Nothing in the records should change; write them all out exactly.

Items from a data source
□ □ □

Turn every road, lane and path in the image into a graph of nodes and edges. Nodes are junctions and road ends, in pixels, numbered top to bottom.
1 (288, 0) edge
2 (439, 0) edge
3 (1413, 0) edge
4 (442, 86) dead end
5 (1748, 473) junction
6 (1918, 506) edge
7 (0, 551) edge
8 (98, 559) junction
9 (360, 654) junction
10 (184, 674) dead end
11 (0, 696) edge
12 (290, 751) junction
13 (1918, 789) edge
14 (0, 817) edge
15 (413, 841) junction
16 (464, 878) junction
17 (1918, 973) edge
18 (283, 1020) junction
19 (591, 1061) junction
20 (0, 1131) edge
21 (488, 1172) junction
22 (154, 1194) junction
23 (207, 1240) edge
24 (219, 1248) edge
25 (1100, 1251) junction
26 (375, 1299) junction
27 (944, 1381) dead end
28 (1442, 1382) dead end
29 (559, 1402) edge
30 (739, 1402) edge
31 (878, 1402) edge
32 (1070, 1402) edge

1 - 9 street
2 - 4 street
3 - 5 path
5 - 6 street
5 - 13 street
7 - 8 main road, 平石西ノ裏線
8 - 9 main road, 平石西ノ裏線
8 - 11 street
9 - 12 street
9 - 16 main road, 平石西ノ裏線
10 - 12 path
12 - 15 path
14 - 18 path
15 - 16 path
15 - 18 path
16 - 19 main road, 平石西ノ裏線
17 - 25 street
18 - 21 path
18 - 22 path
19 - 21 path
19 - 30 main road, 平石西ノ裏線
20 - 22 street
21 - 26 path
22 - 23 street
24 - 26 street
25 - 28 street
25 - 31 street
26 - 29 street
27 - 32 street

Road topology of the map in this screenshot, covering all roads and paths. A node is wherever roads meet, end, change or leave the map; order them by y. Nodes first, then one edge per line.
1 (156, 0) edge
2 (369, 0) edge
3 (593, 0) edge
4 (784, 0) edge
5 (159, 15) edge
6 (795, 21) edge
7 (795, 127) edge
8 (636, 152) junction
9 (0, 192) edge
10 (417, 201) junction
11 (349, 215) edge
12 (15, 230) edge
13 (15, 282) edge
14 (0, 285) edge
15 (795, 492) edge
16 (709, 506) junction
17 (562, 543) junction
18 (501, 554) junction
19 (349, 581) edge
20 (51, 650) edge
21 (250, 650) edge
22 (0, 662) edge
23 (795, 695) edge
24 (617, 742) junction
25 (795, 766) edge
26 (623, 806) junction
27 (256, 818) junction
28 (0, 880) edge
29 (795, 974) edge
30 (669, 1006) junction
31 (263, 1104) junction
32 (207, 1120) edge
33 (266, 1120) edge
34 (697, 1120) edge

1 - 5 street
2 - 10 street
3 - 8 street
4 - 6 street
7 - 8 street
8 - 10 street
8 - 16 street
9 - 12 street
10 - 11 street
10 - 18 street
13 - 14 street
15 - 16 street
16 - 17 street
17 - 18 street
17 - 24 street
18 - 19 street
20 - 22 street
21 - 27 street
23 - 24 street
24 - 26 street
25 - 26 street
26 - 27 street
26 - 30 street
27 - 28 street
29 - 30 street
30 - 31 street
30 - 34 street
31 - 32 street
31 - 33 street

□ □ □

Result for this exercise:
Turn every road, lane and path in the image into a graph of nodes and edges. Nodes are junctions and road ends, in pixels, numbered top to bottom.
1 (288, 0) edge
2 (439, 0) edge
3 (1413, 0) edge
4 (442, 86) dead end
5 (1748, 473) junction
6 (1918, 506) edge
7 (0, 551) edge
8 (98, 559) junction
9 (360, 654) junction
10 (184, 674) dead end
11 (0, 696) edge
12 (290, 751) junction
13 (1918, 789) edge
14 (0, 817) edge
15 (413, 841) junction
16 (464, 878) junction
17 (1918, 973) edge
18 (283, 1020) junction
19 (591, 1061) junction
20 (0, 1131) edge
21 (488, 1172) junction
22 (154, 1194) junction
23 (207, 1240) edge
24 (219, 1248) edge
25 (1100, 1251) junction
26 (375, 1299) junction
27 (944, 1381) dead end
28 (1442, 1382) dead end
29 (559, 1402) edge
30 (739, 1402) edge
31 (878, 1402) edge
32 (1070, 1402) edge

1 - 9 street
2 - 4 street
3 - 5 path
5 - 6 street
5 - 13 street
7 - 8 main road, 平石西ノ裏線
8 - 9 main road, 平石西ノ裏線
8 - 11 street
9 - 12 street
9 - 16 main road, 平石西ノ裏線
10 - 12 path
12 - 15 path
14 - 18 path
15 - 16 path
15 - 18 path
16 - 19 main road, 平石西ノ裏線
17 - 25 street
18 - 21 path
18 - 22 path
19 - 21 path
19 - 30 main road, 平石西ノ裏線
20 - 22 street
21 - 26 path
22 - 23 street
24 - 26 street
25 - 28 street
25 - 31 street
26 - 29 street
27 - 32 street

Road topology of the map in this screenshot, covering all roads and paths. A node is wherever roads meet, end, change or leave the map; order them by y. Nodes first, then one edge per line.
1 (156, 0) edge
2 (369, 0) edge
3 (593, 0) edge
4 (784, 0) edge
5 (159, 15) edge
6 (795, 21) edge
7 (795, 127) edge
8 (636, 152) junction
9 (0, 192) edge
10 (417, 201) junction
11 (349, 215) edge
12 (15, 230) edge
13 (15, 282) edge
14 (0, 285) edge
15 (795, 492) edge
16 (709, 506) junction
17 (562, 543) junction
18 (501, 554) junction
19 (349, 581) edge
20 (51, 650) edge
21 (250, 650) edge
22 (0, 662) edge
23 (795, 695) edge
24 (617, 742) junction
25 (795, 766) edge
26 (623, 806) junction
27 (256, 818) junction
28 (0, 880) edge
29 (795, 974) edge
30 (669, 1006) junction
31 (263, 1104) junction
32 (207, 1120) edge
33 (266, 1120) edge
34 (697, 1120) edge

1 - 5 street
2 - 10 street
3 - 8 street
4 - 6 street
7 - 8 street
8 - 10 street
8 - 16 street
9 - 12 street
10 - 11 street
10 - 18 street
13 - 14 street
15 - 16 street
16 - 17 street
17 - 18 street
17 - 24 street
18 - 19 street
20 - 22 street
21 - 27 street
23 - 24 street
24 - 26 street
25 - 26 street
26 - 27 street
26 - 30 street
27 - 28 street
29 - 30 street
30 - 31 street
30 - 34 street
31 - 32 street
31 - 33 street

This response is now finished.